§ **Work task**:
Reply with one number only: the count of lines below that contain the word "main".

Records from a data source:

++++++++++

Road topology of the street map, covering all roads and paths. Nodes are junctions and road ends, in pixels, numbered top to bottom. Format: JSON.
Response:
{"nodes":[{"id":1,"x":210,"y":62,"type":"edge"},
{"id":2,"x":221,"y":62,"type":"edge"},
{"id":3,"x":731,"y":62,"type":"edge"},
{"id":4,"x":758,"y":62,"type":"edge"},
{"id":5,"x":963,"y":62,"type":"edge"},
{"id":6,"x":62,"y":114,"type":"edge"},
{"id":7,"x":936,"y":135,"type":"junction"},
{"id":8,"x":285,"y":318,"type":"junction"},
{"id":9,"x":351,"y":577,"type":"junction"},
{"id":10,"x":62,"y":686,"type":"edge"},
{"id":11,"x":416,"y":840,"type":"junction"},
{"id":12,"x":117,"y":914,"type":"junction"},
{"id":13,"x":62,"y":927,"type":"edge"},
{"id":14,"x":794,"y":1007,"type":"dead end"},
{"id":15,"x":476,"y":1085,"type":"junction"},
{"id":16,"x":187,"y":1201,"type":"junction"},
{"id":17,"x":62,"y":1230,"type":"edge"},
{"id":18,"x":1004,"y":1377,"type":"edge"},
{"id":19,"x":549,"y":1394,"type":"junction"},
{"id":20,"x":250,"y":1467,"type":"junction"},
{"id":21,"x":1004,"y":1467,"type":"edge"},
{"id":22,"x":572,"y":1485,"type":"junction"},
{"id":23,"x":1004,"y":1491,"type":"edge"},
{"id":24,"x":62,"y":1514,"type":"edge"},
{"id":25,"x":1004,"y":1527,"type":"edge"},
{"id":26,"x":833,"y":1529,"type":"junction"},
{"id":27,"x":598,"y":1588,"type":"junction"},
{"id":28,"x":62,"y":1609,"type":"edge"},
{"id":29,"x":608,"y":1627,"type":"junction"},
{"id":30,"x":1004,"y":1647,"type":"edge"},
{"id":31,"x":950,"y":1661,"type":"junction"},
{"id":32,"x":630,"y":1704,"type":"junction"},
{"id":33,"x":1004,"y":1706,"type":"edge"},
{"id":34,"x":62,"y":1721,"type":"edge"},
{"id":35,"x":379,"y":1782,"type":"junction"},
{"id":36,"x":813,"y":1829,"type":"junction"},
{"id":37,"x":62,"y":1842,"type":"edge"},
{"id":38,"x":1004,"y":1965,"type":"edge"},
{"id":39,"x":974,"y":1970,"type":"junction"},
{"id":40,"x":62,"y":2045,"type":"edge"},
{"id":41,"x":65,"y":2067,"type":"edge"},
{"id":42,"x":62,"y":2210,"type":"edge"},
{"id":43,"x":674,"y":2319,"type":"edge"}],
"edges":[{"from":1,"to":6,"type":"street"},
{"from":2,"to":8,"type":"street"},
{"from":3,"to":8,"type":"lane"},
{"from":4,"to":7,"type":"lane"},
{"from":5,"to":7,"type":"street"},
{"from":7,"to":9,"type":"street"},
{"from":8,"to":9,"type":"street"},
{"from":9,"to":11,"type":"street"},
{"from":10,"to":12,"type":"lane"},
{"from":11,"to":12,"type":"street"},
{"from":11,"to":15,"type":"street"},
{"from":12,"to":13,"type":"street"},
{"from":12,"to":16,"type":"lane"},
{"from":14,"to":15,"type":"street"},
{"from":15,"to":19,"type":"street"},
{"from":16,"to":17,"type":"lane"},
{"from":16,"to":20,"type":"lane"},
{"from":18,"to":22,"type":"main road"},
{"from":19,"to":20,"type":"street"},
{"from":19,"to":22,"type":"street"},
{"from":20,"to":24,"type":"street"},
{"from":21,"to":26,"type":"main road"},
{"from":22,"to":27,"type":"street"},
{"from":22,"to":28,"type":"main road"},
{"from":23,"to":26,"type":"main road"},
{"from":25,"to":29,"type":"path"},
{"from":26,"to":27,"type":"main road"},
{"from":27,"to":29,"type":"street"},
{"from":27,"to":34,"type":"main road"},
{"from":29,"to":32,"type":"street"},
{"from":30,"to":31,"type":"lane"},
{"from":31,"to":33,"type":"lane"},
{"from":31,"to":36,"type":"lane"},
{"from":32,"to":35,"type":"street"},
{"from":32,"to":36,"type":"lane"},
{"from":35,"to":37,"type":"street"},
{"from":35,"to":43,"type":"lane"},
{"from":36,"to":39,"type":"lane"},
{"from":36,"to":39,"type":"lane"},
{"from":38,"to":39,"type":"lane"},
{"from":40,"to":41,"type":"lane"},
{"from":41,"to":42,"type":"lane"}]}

++++++++++

§ **The completed task**:
6